EDGAR ALLAN POE’S SHORT STORIES AND THE VISUAL


ARTS

Edgar Allan Poe was one of the most important and influential American writers of
the 19th century. He was the first author to try to make a professional living as a
writer. When he published “The Tell Tale Heart”, the United States was entering a
period of great internal conflicts that would culminate a few decades later with the
Civil War. His writings reflect the qualities of the literary period called Dark
Romanticism, a movement that reached America in 1820, some twenty years after the
Lake Poets had revolutionized English poetry by writing Lyrical Ballads.
Industry bloomed as the 19th century began with many technological innovations
coming to fruition.
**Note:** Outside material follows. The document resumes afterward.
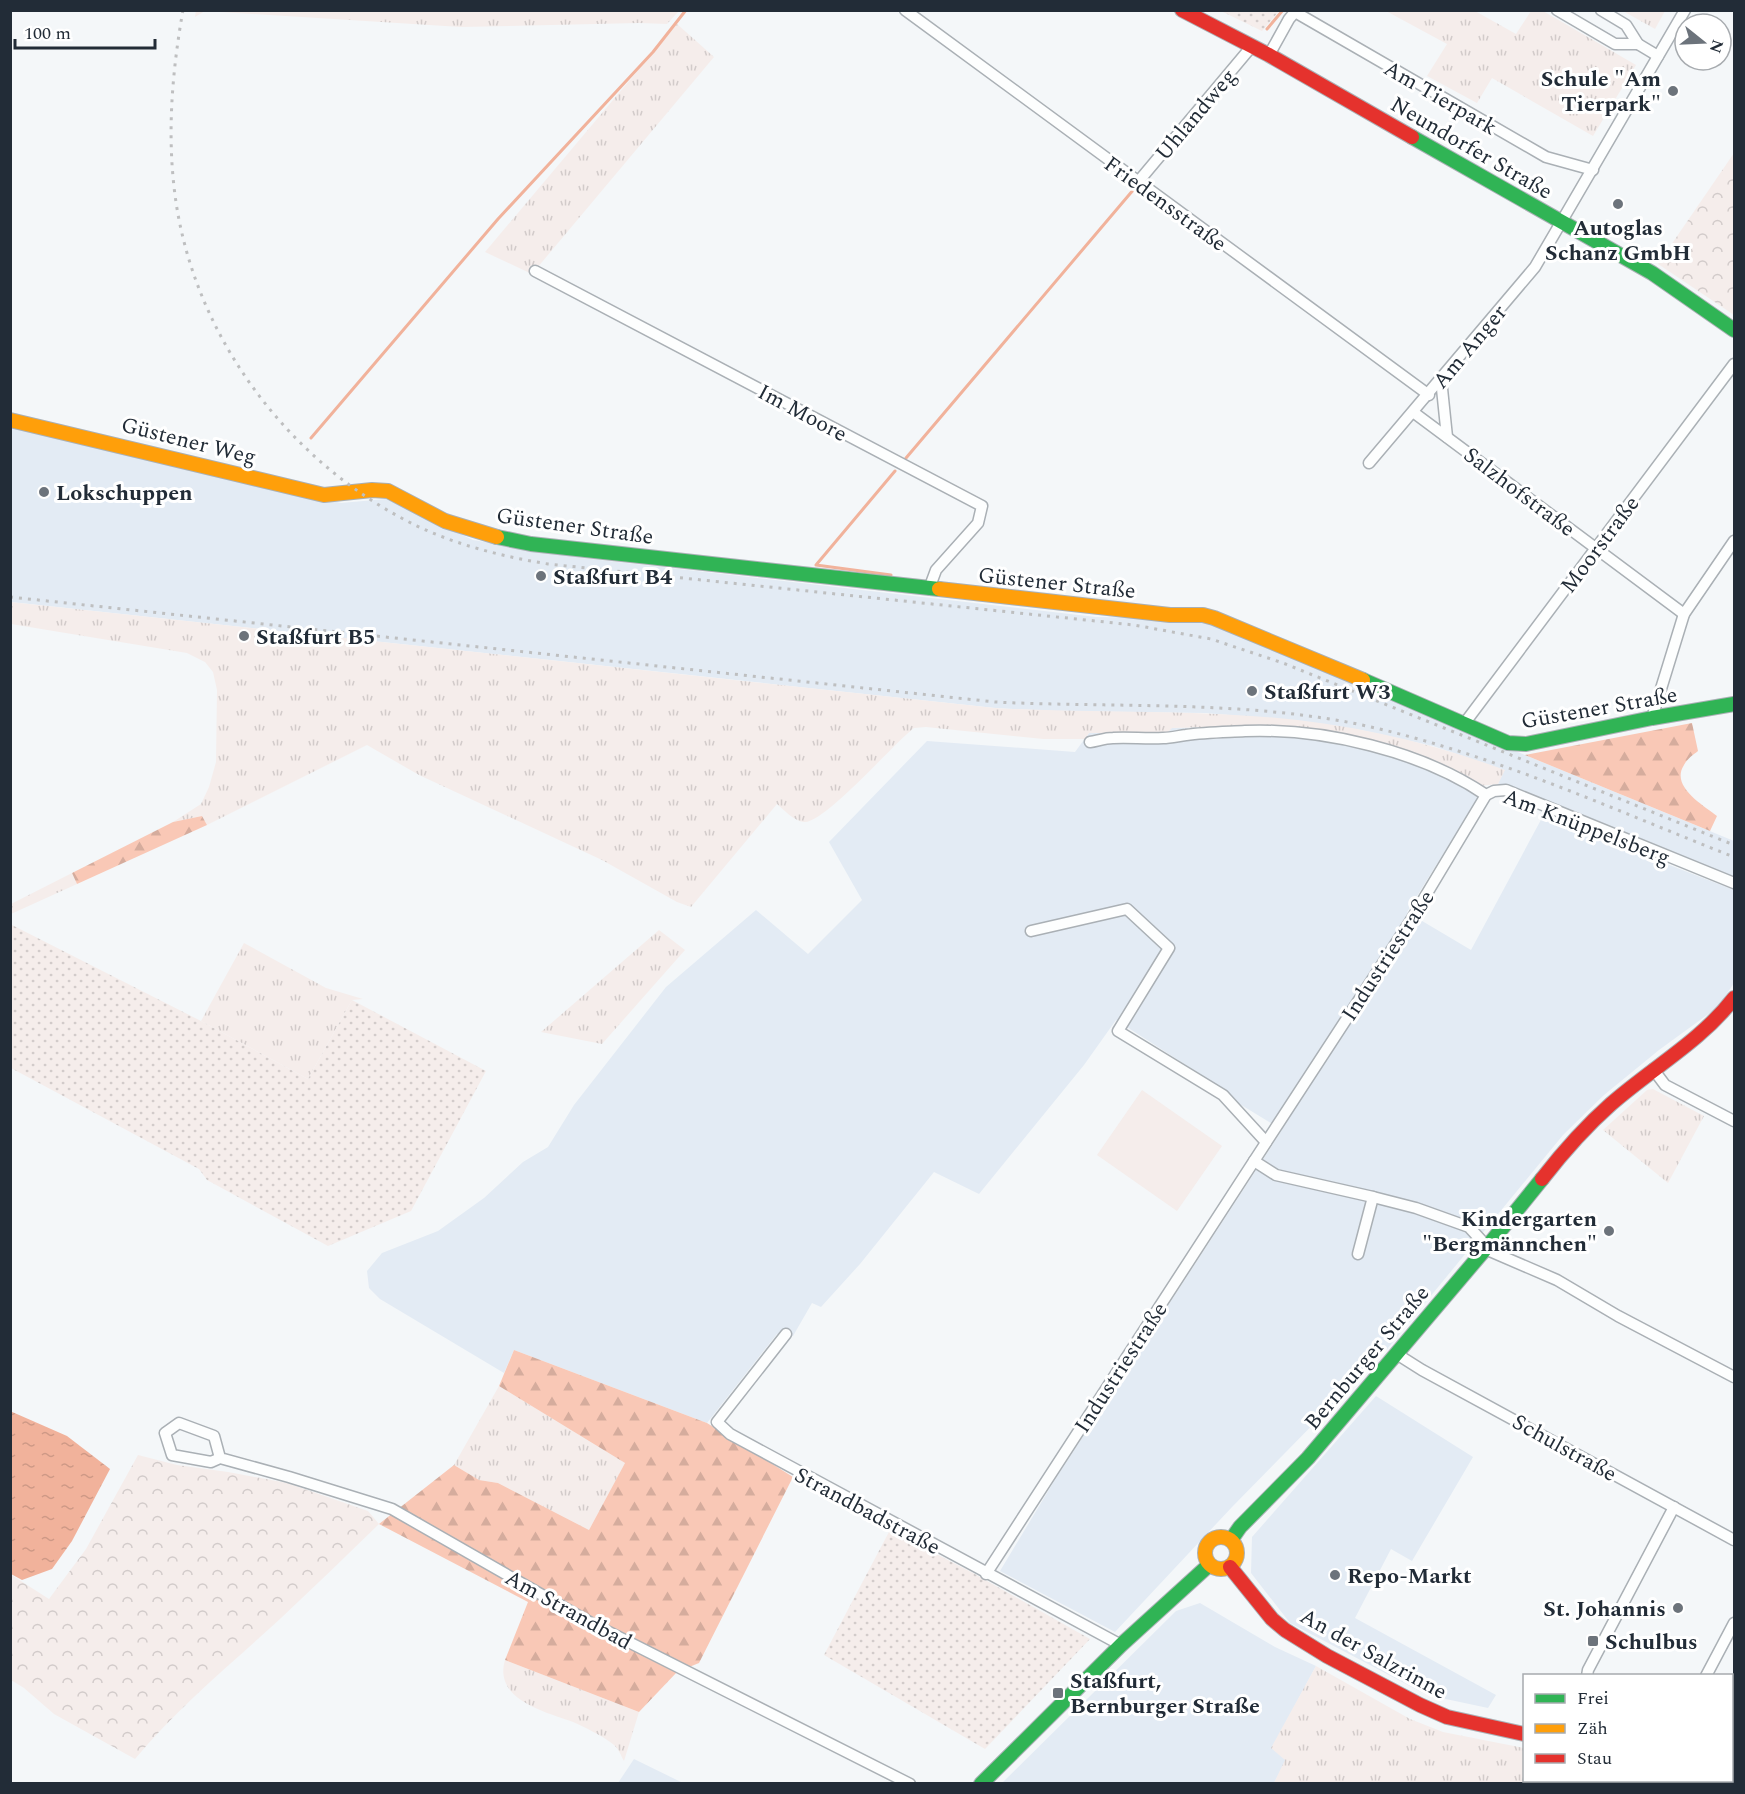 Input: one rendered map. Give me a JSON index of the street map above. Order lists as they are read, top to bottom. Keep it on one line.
{"streets":{"main road":["Neundorfer Straße","Güstener Weg","Güstener Straße","Bernburger Straße","An der Salzrinne"],"street":["Am Tierpark","Uhlandweg","Friedensstraße","Am Anger","Im Moore","Salzhofstraße","Moorstraße","Am Knüppelsberg","Industriestraße","Schulstraße","Strandbadstraße","Am Strandbad"]},"crossings":[["Am Tierpark","Neundorfer Straße"],["Uhlandweg","Neundorfer Straße"],["Uhlandweg","Friedensstraße"],["Neundorfer Straße","Am Anger"],["Friedensstraße","Am Anger"],["Am Anger","Salzhofstraße"],["Im Moore","Güstener Straße"],["Güstener Weg","Güstener Straße"],["Salzhofstraße","Moorstraße"],["Güstener Straße","Moorstraße"],["Am Knüppelsberg","Industriestraße"],["Industriestraße","Strandbadstraße"],["Bernburger Straße","Schulstraße"],["Bernburger Straße","An der Salzrinne"]],"places":{"other":["Schule \"Am Tierpark\"","Autoglas Schanz GmbH","Lokschuppen","Staßfurt B4","Staßfurt B5","Staßfurt W3","Kindergarten \"Bergmännchen\"","Repo-Markt","St. Johannis"],"transit":["Schulbus","Staßfurt, Bernburger Straße"]},"legend":["Frei","Zäh","Stau"],"scale_bar":"100 m","north":"right"}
There was also an abundance of historical events, starting with the
War of 1812 between the United States and the Great Britain; the White House was
burned; in 1831 was a huge slave rebellion.
At that time, tuberculosis was a leading cause of death. Idealist championed human
rights, especially the abolition of the slavery. For a while, the economy seemed to
born, until in 1837 when the recession set in and it meant lean times for many
Americans, while in cities poverty, crime and wage slavery skyrocketed.
Edgar Allan Poe brought the Ghotic literature in America, which explored the dark
side of the human experience, such as, death, alienation, nightmares, ghosts and
haunted landscapes. His characters are afflicted with various forms of insanity.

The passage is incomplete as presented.